En collaboration avec des chercheurs de l’Eawag, de l’EPFZ et de l’EPFL, il a réussi à reconstituer l’abondante présence d’espèces à partir de mesures ponctuelles d’eADN. Carraro et ses collègues ont pour la première fois utilisé cette méthode pour déterminer la répartition dans la biomasse d’un bryozoaire ( Fredericella sultana ) et de son parasite ( Tetracapsuloides bryosalmonae ) dans la Wigger, une rivière suisse préalpine. Ce parasite est le facteur déclenchant de la MRP, une redoutable maladie affectant les poissons, qui provoque en Suisse une hécatombe de truites périssant par milliers.
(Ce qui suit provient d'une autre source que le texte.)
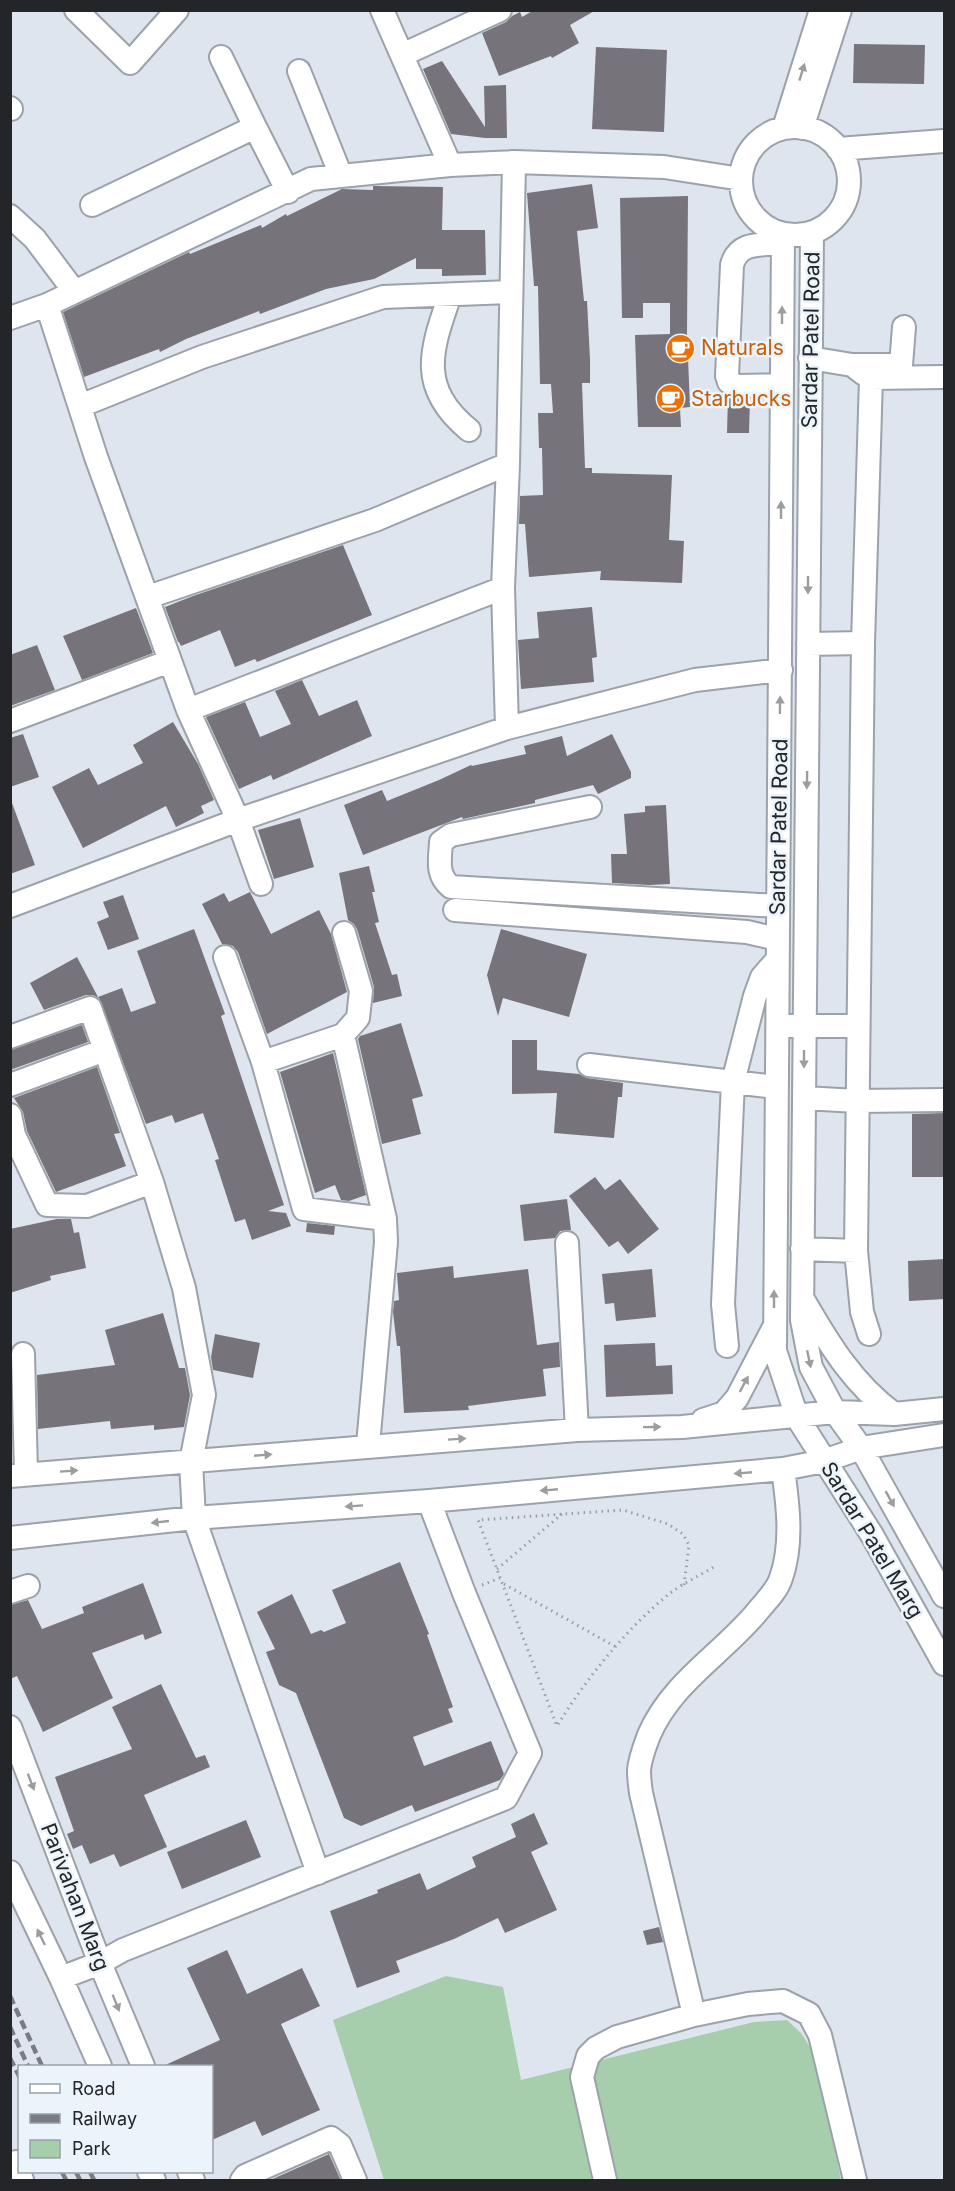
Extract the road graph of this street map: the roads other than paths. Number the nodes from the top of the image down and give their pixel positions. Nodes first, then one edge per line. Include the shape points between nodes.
1 (76, 10) edge
2 (177, 10) edge
3 (382, 10) edge
4 (500, 10) edge
5 (821, 10) edge
6 (840, 10) edge
7 (402, 55) junction
8 (221, 57) dead end
9 (299, 71) dead end
10 (255, 127) junction
11 (794, 128) junction
12 (945, 141) edge
13 (945, 151) edge
14 (842, 155) junction
15 (514, 162) junction
16 (450, 165) junction
17 (341, 176) junction
18 (741, 179) junction
19 (288, 192) junction
20 (92, 205) dead end
21 (10, 216) edge
22 (812, 233) junction
23 (783, 239) junction
24 (74, 291) junction
25 (511, 292) junction
26 (450, 295) junction
27 (47, 305) junction
28 (10, 318) edge
29 (904, 327) dead end
30 (810, 358) junction
31 (852, 365) junction
32 (901, 365) junction
33 (945, 367) edge
34 (945, 377) edge
35 (871, 378) junction
36 (782, 385) junction
37 (80, 406) junction
38 (469, 430) dead end
39 (507, 464) junction
40 (502, 588) junction
41 (148, 597) junction
42 (863, 643) junction
43 (808, 644) junction
44 (171, 661) junction
45 (781, 670) junction
46 (188, 710) junction
47 (10, 721) edge
48 (507, 728) junction
49 (590, 807) dead end
50 (238, 820) junction
51 (261, 884) dead end
52 (10, 906) edge
53 (778, 906) junction
54 (455, 910) dead end
55 (344, 933) dead end
56 (225, 957) dead end
57 (777, 961) junction
58 (805, 981) junction
59 (777, 1025) junction
60 (858, 1026) junction
61 (804, 1027) junction
62 (343, 1035) junction
63 (10, 1037) edge
64 (105, 1050) junction
65 (263, 1062) junction
66 (589, 1065) dead end
67 (733, 1082) junction
68 (10, 1085) edge
69 (776, 1087) junction
70 (804, 1098) junction
71 (945, 1100) edge
72 (857, 1101) junction
73 (10, 1115) edge
74 (152, 1182) junction
75 (385, 1219) junction
76 (567, 1243) dead end
77 (802, 1249) junction
78 (856, 1251) junction
79 (802, 1297) junction
80 (775, 1326) junction
81 (869, 1335) dead end
82 (727, 1346) dead end
83 (23, 1354) dead end
84 (945, 1409) edge
85 (835, 1412) junction
86 (894, 1414) junction
87 (797, 1417) junction
88 (682, 1427) junction
89 (577, 1430) junction
90 (945, 1435) edge
91 (368, 1445) junction
92 (861, 1448) junction
93 (824, 1461) junction
94 (191, 1462) junction
95 (783, 1469) junction
96 (18, 1475) edge
97 (429, 1501) junction
98 (194, 1518) junction
99 (10, 1538) edge
100 (945, 1596) edge
101 (945, 1664) edge
102 (10, 1727) edge
103 (10, 1872) edge
104 (318, 1873) junction
105 (100, 1963) junction
106 (62, 1978) junction
107 (694, 2015) junction
108 (99, 2065) edge
109 (141, 2065) edge
110 (242, 2181) edge
111 (354, 2181) edge
112 (605, 2181) edge
113 (855, 2181) edge

1 - 2 street via 130,63
3 - 7 street
4 - 7 street
11 -> 5 street
6 - 11 street
7 - 16 street
8 - 10 street
9 - 17 street
10 - 19 street
10 - 20 street
11 - 14 street via 823,135
11 - 18 street via 768,135 754,146 744,162
12 - 14 street
13 - 14 street
14 - 22 street via 849,183 844,204 831,222
15 - 16 street
15 - 18 street via 664,167
15 - 25 street
16 - 17 street
17 - 19 street via 311,179
18 - 23 street via 748,208 757,220
19 - 24 street
21 - 24 street via 35,239
22 - 23 street
22 - 30 street, Sardar Patel Road
36 -> 23 street, Sardar Patel Road
23 - 36 street via 747,247 734,256 728,376 729,382 737,386
24 - 27 street
25 - 26 street
25 - 39 street
26 - 37 street via 383,297 202,357
26 - 38 street via 435,337 432,371 440,397
27 - 28 street
27 - 37 street
29 - 32 street
30 - 31 street
30 -> 43 street, Sardar Patel Road
31 - 32 street
31 - 35 street
32 - 33 street
34 - 35 street
35 - 42 street
45 -> 36 street, Sardar Patel Road
37 - 41 street
39 - 40 street
39 - 41 street via 375,520
40 - 46 street
40 - 48 street
41 - 44 street
42 - 43 street
42 - 60 street
43 -> 58 street, Sardar Patel Road
44 - 46 street
44 - 47 street
45 - 48 street via 695,680
53 -> 45 street, Sardar Patel Road
46 - 50 street
48 - 50 street
49 - 53 street via 451,835 441,842 439,869 444,882 451,887
50 - 51 street
50 - 52 street
53 - 57 street, Sardar Patel Road
54 - 57 street via 747,932
55 - 62 street via 361,991 358,1018
56 - 65 street
57 - 58 street
57 - 59 street, Sardar Patel Road
57 - 67 street via 762,977 755,996
58 - 61 street, Sardar Patel Road
59 - 61 street
59 - 69 street, Sardar Patel Road
60 - 61 street
60 - 72 street
61 -> 70 street, Sardar Patel Road
62 - 65 street
62 - 75 street
63 - 64 street via 90,1008
64 - 68 street
64 - 74 street
65 - 75 street via 304,1209
66 - 67 street
67 - 69 street
67 - 82 street via 723,1304
80 -> 69 street, Sardar Patel Road
70 - 72 street
70 - 77 street, Sardar Patel Road
71 - 72 street
72 - 78 street
73 - 74 street via 14,1135 47,1205 87,1206
74 - 94 street via 184,1288 204,1395
75 - 91 street
76 - 89 street
77 - 78 street
77 - 79 street, Sardar Patel Road
78 - 81 street via 862,1312
79 -> 85 street, Sardar Patel Road via 811,1367
79 - 86 street via 834,1351 872,1398
80 - 87 street, Sardar Patel Road via 775,1351
88 -> 80 street via 724,1413 737,1398
83 - 96 street
84 - 86 street
85 - 86 street
85 - 87 street
85 - 92 street, Sardar Patel Road
87 - 88 street
87 - 93 street, Sardar Patel Marg
89 -> 88 street
91 -> 89 street
90 - 92 street
94 -> 91 street
92 - 93 street
92 -> 100 street, Sardar Patel Road
93 - 95 street
93 - 101 street, Sardar Patel Marg via 872,1535
96 -> 94 street
94 - 98 street
95 -> 97 street
95 - 107 street via 788,1548 780,1581 748,1623 671,1696 644,1746 639,1770 641,1793
97 -> 98 street
97 - 104 street via 530,1753 506,1798
98 -> 99 street
98 - 104 street
102 -> 105 street, Parivahan Marg
106 -> 103 street, Parivahan Marg
104 - 105 street via 123,1950
105 - 106 street
105 -> 109 street, Parivahan Marg
106 - 108 street, Parivahan Marg
107 - 112 street via 617,2037 588,2056 582,2077
107 - 113 street via 783,2001 809,2014 820,2035
110 - 111 street via 245,2176 331,2138 340,2145

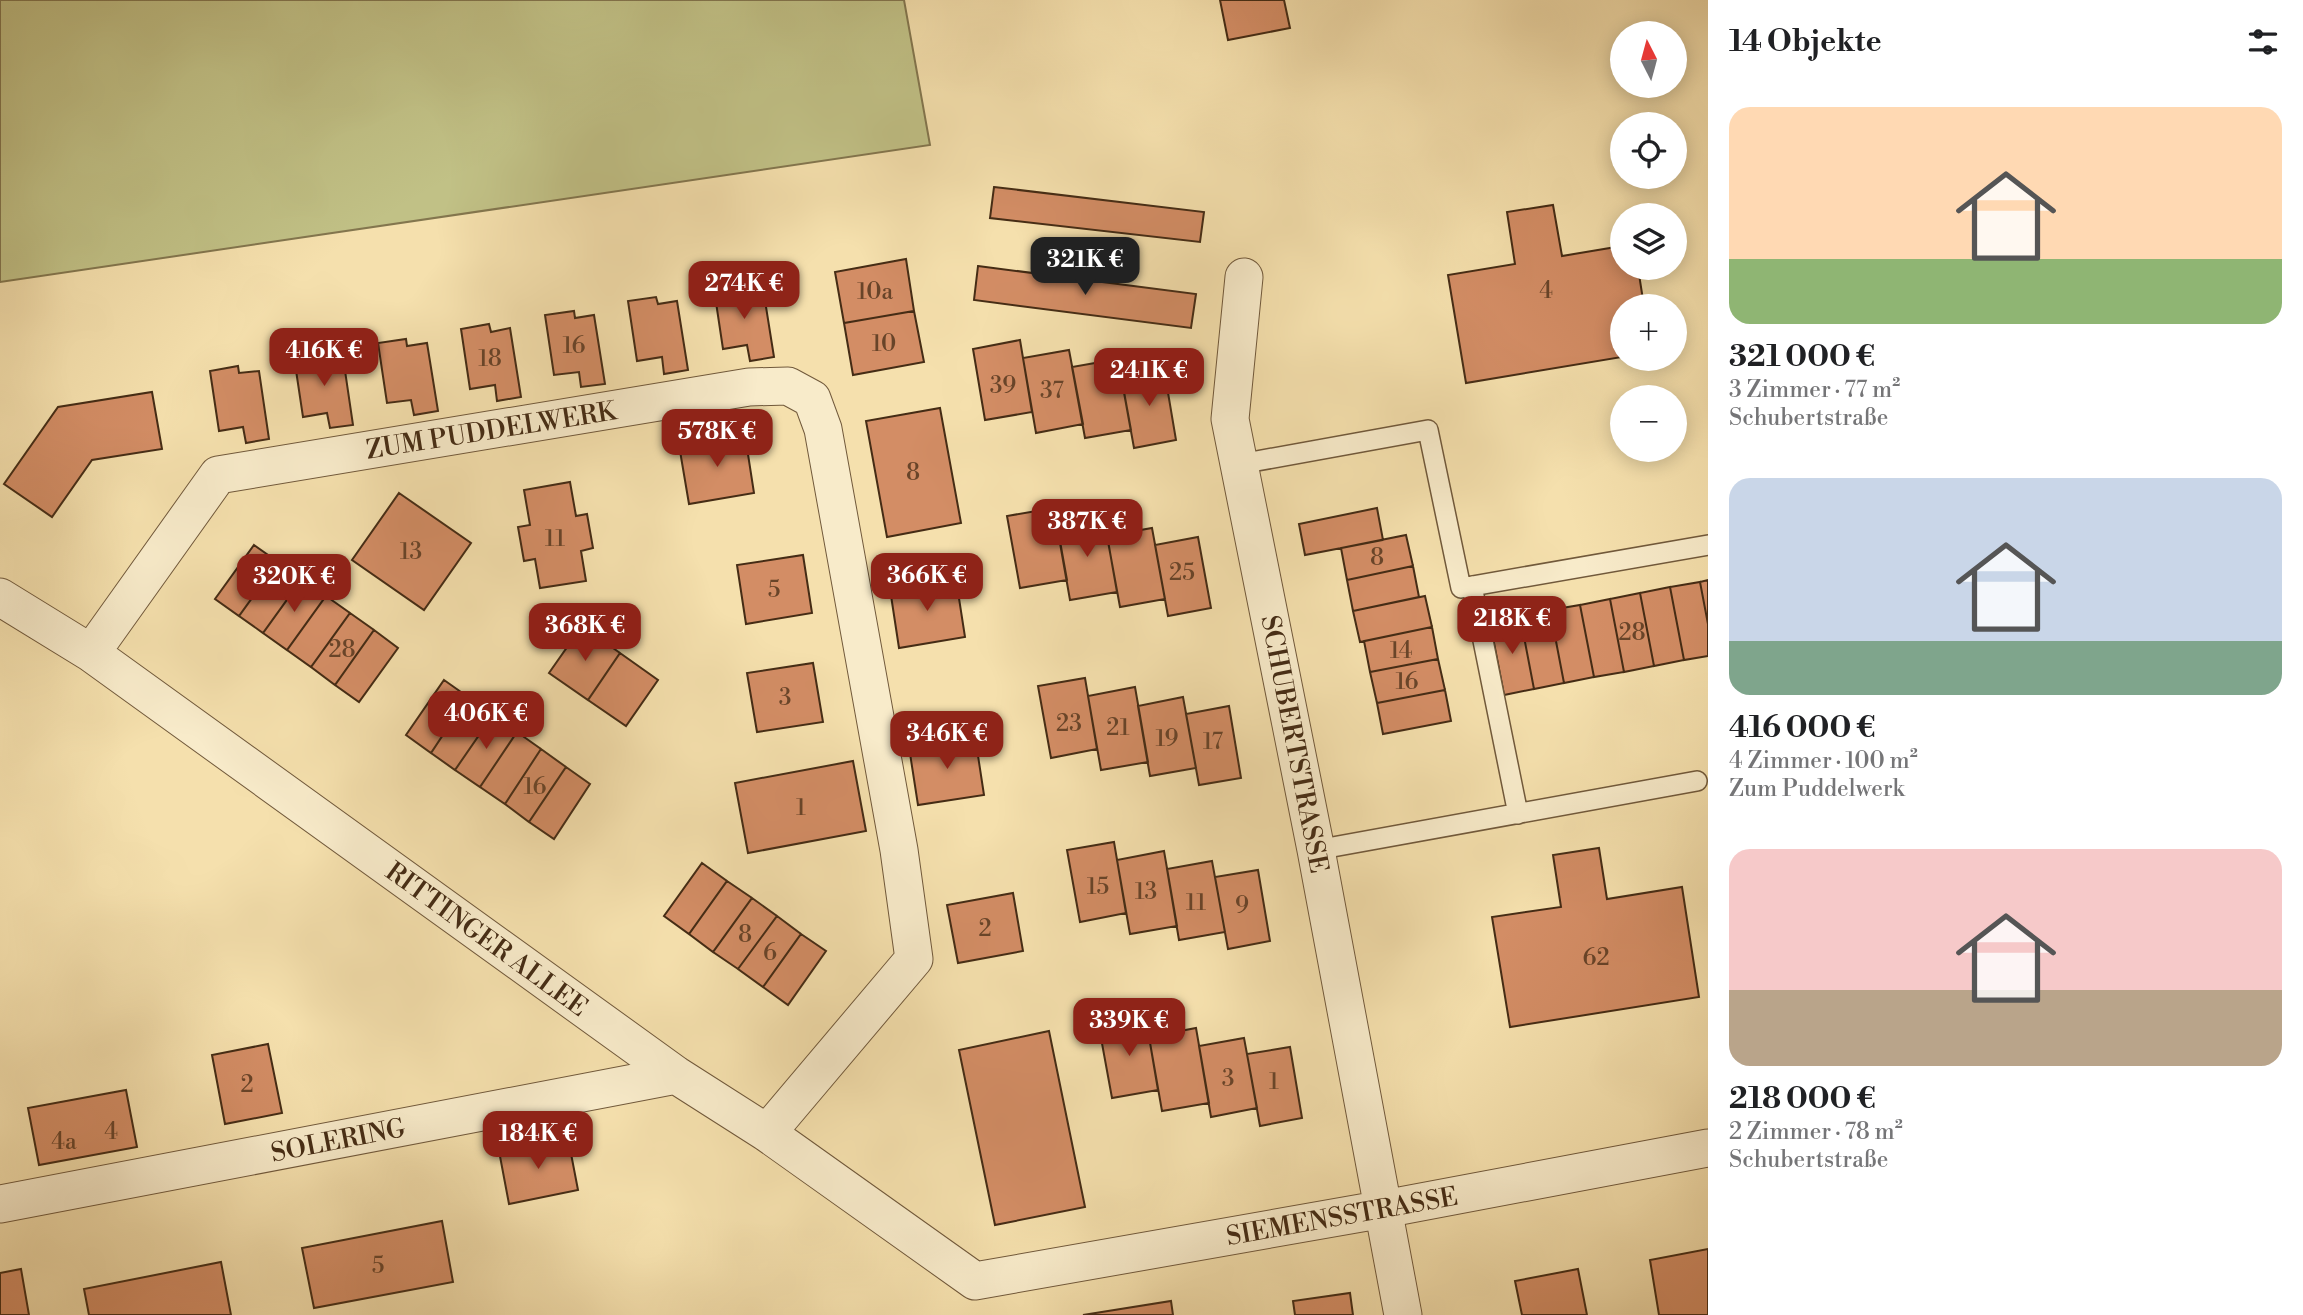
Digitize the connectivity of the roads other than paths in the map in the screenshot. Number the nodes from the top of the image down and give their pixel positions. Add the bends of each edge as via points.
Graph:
1 (1244, 276) dead end
2 (1240, 464) junction
3 (1708, 545) edge
4 (1472, 586) junction
5 (0, 597) edge
6 (91, 653) junction
7 (1697, 781) dead end
8 (1518, 814) junction
9 (1316, 850) junction
10 (676, 1076) junction
11 (767, 1133) junction
12 (1708, 1148) edge
13 (0, 1204) edge
14 (1384, 1209) junction
15 (975, 1281) joint
16 (1403, 1315) edge

1 - 2 street, SCHUBERTSTRASSE via 1230,419
2 - 4 lane via 1428,430 1461,588
2 - 9 street, SCHUBERTSTRASSE
3 - 4 lane
4 - 8 lane
5 - 6 street, RITTINGER ALLEE
6 - 10 street, RITTINGER ALLEE
6 - 11 street, ZUM PUDDELWERK via 218,475 749,387 788,386 812,399 825,443 899,850 914,959
7 - 8 lane
8 - 9 lane
9 - 14 street, SCHUBERTSTRASSE
10 - 11 street, RITTINGER ALLEE
10 - 13 street, SOLERING
11 - 15 street, RITTINGER ALLEE
12 - 14 street, SIEMENSSTRASSE
14 - 15 street, SIEMENSSTRASSE
14 - 16 street, SCHUBERTSTRASSE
Le modèle informatique prend en compte l’hydrologie et l’écologie

Afin de pouvoir déterminer avec le plus de précision possible la répartition des organismes, les chercheurs ont développé un modèle informatique basé sur des concepts hydrologiques et écologiques des réseaux hydrographiques. Le modèle est alimenté avec des valeurs de mesures de matériel génétique et prend en compte la dynamique de transport et de dégradation de fragments d’eADN au fil de l’eau ainsi que les facteurs environnementaux. « Cette méthode permettra une surveillance simple et peu coûteuse de la biodiversité dans de vastes régions du monde. Ce qui n’était pas possible jusqu’ici avec les méthodes traditionnelles », Hanna Hartikainen, co-auteure et chef de groupe de recherche à l’Eawag, en est convaincue.